Gertrude Ederle was born in Manhattan, New York City in 1905 and became hard of hearing due to childhood measles. Her father taught her to swim as a child and she soon began training at the Women’s Swimming Association setting 29 national and world records by the time she was 20 years old. Ederle competed in the 1924 Paris Summer Olympics where she won three medals including a gold medal in the 4×100 freestyle relay. On August 6, 1926, Ederle became the first woman to successfully swim across the English Channel. In 2003 National Women's Hall of Fame she was inducted into the National Women's Hall of Fame. A film based on her life starring Daisy Ridley is set to stream on Disney+ by 2022. Though the movie is still in production, with such an inspirational story as its basis, I expect that the reviews will go just swimmingly.

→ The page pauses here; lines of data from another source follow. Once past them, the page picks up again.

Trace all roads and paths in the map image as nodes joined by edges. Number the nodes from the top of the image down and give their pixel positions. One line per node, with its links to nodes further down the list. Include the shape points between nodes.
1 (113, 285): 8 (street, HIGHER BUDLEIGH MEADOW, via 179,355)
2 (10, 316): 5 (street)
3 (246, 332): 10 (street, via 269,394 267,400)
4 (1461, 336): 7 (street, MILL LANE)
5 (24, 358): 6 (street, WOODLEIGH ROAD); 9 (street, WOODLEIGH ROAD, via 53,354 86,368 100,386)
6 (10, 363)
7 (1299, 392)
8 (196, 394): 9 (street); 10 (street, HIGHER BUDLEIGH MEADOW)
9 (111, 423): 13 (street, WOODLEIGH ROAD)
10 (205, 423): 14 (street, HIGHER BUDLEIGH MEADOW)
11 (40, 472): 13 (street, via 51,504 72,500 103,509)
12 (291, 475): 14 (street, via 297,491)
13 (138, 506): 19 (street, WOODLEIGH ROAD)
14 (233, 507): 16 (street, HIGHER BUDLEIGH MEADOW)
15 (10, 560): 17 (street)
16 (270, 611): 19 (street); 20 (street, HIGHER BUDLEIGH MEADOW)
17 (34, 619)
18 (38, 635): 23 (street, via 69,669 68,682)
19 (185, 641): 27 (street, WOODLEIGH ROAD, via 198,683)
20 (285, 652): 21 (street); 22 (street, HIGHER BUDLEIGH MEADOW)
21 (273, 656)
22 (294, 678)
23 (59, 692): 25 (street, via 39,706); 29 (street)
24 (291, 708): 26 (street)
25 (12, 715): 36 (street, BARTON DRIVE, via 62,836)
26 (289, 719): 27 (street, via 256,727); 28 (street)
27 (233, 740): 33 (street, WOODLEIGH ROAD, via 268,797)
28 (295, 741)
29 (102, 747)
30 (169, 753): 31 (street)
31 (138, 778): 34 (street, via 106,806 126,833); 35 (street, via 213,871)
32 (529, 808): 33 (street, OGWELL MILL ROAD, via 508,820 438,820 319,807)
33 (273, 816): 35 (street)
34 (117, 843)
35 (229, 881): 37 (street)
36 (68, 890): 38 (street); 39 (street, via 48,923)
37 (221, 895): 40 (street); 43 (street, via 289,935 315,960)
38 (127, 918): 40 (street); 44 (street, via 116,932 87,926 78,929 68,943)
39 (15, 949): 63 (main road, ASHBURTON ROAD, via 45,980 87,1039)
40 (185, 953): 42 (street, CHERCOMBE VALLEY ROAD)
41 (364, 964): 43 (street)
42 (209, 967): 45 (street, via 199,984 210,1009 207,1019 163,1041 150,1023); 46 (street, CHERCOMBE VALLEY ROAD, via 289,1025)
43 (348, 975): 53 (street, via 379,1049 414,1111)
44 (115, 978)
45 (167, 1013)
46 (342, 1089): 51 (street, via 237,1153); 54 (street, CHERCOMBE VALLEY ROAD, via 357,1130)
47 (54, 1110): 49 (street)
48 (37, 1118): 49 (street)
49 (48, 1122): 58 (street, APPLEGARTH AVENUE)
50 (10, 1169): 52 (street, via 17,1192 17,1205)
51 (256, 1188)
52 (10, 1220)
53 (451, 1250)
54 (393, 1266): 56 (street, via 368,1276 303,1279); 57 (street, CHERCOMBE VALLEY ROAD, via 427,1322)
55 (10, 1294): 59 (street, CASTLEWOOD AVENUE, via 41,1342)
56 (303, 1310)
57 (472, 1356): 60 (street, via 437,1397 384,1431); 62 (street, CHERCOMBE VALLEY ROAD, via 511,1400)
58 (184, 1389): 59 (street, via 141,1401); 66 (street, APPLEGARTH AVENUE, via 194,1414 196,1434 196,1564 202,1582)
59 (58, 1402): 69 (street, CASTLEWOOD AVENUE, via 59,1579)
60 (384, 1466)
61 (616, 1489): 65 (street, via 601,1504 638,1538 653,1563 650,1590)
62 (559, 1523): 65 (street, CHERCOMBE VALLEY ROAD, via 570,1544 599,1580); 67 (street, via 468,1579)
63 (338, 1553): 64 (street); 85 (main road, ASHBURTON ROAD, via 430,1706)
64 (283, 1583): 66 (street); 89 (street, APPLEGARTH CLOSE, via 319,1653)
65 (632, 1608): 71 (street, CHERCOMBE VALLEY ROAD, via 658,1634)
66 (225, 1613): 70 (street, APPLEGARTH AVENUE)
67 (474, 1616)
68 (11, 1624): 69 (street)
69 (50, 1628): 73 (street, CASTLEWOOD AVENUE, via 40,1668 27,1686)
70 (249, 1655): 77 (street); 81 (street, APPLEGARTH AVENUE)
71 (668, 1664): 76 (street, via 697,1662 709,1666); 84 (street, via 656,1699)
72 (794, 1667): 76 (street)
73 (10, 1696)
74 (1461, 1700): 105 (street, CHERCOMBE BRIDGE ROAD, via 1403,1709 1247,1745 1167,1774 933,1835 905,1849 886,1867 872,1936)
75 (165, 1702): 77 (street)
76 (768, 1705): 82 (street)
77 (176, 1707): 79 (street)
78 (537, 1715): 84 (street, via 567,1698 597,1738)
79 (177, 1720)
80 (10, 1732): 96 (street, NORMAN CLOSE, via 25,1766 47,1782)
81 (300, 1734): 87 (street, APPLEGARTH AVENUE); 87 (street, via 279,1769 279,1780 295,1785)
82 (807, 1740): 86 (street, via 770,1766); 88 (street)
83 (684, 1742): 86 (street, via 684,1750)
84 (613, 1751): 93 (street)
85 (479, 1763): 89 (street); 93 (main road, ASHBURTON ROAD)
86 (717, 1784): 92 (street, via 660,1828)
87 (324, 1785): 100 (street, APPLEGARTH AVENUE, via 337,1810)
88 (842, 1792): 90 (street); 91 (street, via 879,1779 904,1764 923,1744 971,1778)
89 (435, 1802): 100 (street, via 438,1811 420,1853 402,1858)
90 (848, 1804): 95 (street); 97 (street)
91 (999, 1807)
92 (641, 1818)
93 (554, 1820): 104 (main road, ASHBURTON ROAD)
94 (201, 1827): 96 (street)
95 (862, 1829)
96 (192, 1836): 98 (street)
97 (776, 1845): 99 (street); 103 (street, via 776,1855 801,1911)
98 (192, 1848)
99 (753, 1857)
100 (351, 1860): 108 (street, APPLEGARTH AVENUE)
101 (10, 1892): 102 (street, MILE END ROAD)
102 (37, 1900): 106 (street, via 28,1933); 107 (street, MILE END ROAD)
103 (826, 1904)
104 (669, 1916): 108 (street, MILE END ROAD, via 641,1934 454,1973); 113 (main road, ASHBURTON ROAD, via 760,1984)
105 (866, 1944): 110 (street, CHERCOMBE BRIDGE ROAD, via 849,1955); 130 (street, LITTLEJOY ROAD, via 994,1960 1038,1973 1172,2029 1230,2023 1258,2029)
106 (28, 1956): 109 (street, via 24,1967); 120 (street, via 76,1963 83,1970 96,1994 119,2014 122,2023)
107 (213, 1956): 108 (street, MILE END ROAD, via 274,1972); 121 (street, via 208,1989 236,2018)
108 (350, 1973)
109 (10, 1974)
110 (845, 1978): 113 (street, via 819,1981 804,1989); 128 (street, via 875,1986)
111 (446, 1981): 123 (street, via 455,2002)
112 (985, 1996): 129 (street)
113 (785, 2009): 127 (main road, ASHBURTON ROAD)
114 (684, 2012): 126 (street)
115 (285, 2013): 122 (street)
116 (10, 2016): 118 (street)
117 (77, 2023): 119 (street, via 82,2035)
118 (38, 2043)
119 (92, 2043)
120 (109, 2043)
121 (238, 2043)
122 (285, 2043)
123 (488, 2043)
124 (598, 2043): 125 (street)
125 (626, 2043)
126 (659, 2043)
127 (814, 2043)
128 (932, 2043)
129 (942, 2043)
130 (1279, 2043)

Andrew Foster was born in Ensley, Alabama in 1925. He became deaf after contracting spinal meningitis at the age of 11. Due to racial segregation in the southern United States, Foster struggled to earn a formal education beyond the eighth grade. It was not until after WWII that he was encouraged to apply to Gallaudet University. After several attempts, Foster was finally admitted and became the first African American to attend and graduate from Gallaudet. He then pursued a Master's degree in education and began doing missionary work for Deaf children in Africa. Foster is believed to have established the first formal deaf education and signed language in Ghana and other African countries. Throughout his career he built 32 churches and schools for the Deaf and is known as "Father of Deaf Education in Africa." In his life and legacy he was truly able to Foster a new future for Deaf education.
Vinton Cerf was born in New Haven, Connecticut in 1943 and is commonly known today as the “Father of the Internet.” Cerf studied mathematics at Stanford University and later attended graduate school at UCLA where he met Bob Kahn. Together Cerf and Kahn developed the first Transmission Control Protocol (TCP) and the Internet Protocol (IP). These models set the framework for the early internet. In 2012 both men were inducted into the Internet Hall of Fame as Pioneers. Cerf is hard of hearing and has required hearing aids since the age of 13, and his wife also lost her hearing at a young age. Cerf has been a vocal advocate for accessibility within science and technology. He currently serves on the board of trustees at Gallaudet University and continues to promote disability advocacy. Hopefully, we all remember the “Father of the Internet” the next time we Cerf the web.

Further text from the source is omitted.